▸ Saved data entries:
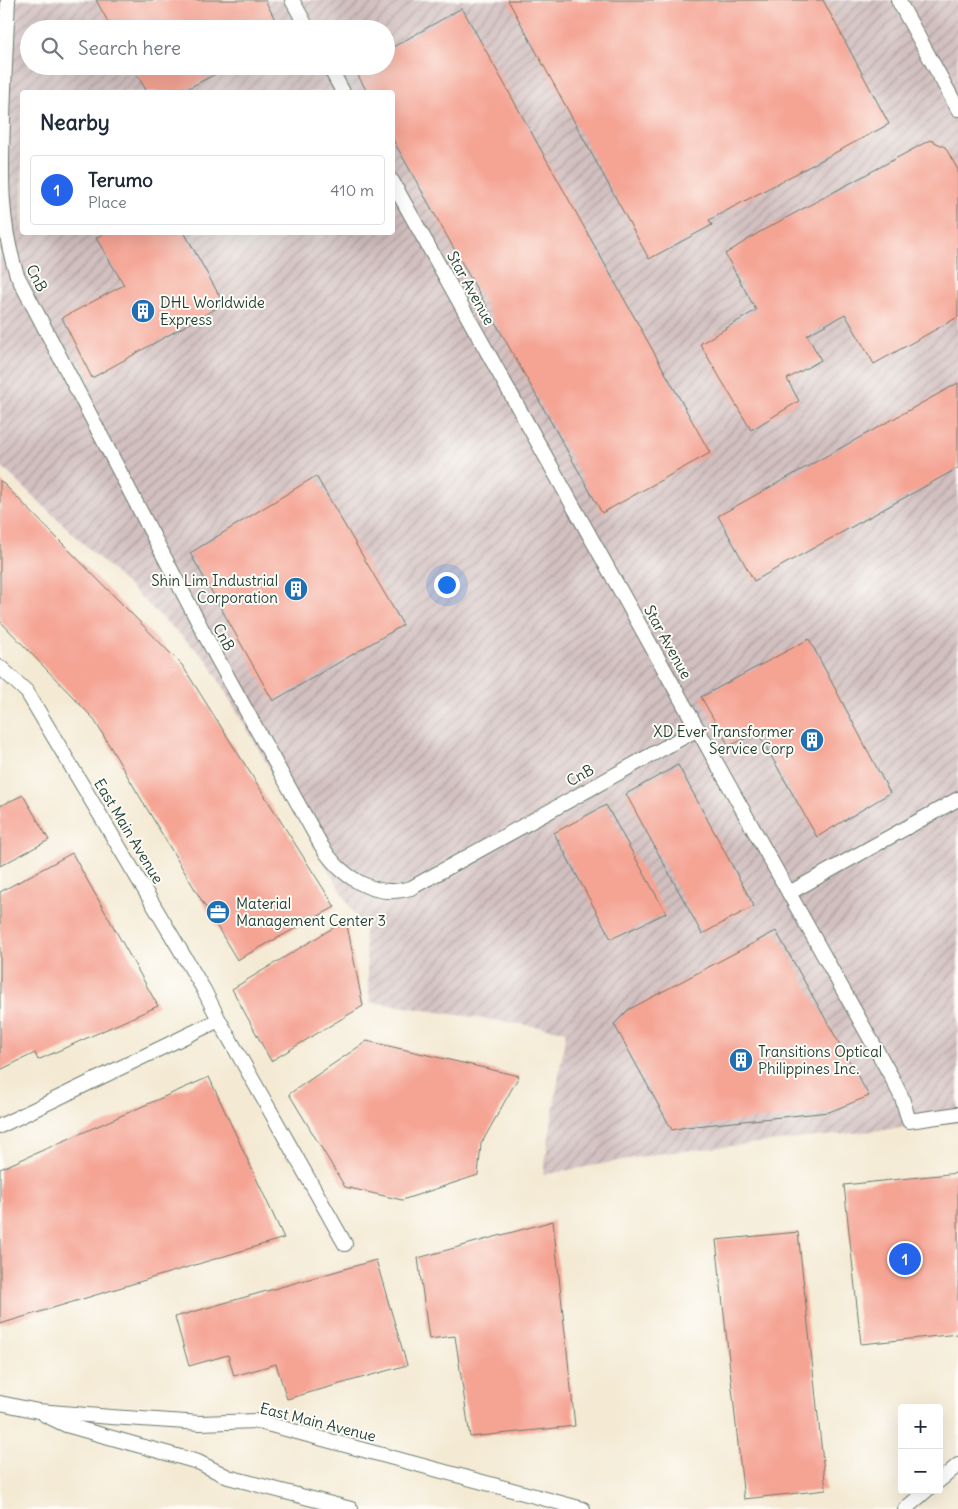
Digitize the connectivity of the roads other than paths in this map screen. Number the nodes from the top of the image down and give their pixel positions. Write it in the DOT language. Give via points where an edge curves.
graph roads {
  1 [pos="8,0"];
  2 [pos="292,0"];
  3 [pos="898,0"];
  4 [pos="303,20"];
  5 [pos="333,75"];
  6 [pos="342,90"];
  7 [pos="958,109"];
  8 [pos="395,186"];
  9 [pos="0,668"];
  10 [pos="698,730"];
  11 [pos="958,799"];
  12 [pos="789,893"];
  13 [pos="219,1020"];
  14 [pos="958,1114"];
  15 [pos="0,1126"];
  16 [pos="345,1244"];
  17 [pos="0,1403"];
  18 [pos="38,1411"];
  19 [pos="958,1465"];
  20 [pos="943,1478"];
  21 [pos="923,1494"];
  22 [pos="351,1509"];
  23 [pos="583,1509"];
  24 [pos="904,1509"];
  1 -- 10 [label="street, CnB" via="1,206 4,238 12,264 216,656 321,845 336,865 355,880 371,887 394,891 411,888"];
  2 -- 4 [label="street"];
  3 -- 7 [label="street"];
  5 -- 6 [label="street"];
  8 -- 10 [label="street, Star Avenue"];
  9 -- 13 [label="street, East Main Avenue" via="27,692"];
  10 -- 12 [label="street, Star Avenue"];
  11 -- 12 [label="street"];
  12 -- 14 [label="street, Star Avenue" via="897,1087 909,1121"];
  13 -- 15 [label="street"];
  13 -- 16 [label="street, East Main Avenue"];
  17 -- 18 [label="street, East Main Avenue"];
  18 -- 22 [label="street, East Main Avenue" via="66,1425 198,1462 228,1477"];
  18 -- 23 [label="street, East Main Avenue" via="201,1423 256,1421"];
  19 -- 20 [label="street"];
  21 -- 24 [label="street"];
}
==
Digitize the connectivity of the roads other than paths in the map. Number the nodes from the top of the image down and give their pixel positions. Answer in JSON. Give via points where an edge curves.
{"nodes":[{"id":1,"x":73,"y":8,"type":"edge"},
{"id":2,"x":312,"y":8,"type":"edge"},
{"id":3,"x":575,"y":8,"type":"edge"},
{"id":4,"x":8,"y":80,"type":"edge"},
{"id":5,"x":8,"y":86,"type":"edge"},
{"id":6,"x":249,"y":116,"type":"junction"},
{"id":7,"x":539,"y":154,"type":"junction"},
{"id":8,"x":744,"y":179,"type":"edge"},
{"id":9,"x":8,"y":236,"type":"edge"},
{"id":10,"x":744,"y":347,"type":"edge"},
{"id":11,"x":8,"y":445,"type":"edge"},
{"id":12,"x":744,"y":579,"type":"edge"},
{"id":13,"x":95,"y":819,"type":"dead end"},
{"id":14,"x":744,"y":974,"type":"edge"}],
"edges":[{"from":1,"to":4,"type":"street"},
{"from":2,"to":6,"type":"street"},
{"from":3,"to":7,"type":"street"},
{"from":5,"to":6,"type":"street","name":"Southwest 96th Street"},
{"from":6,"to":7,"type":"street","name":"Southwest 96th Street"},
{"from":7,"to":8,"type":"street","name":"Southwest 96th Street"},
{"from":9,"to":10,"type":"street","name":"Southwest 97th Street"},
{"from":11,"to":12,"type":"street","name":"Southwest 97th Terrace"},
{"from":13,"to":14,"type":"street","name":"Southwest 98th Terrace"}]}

▸ Assigned task:
For every line of the records that includes the string "Star", add one to a tally; the answer is that tally alone.

▸ Your response:
3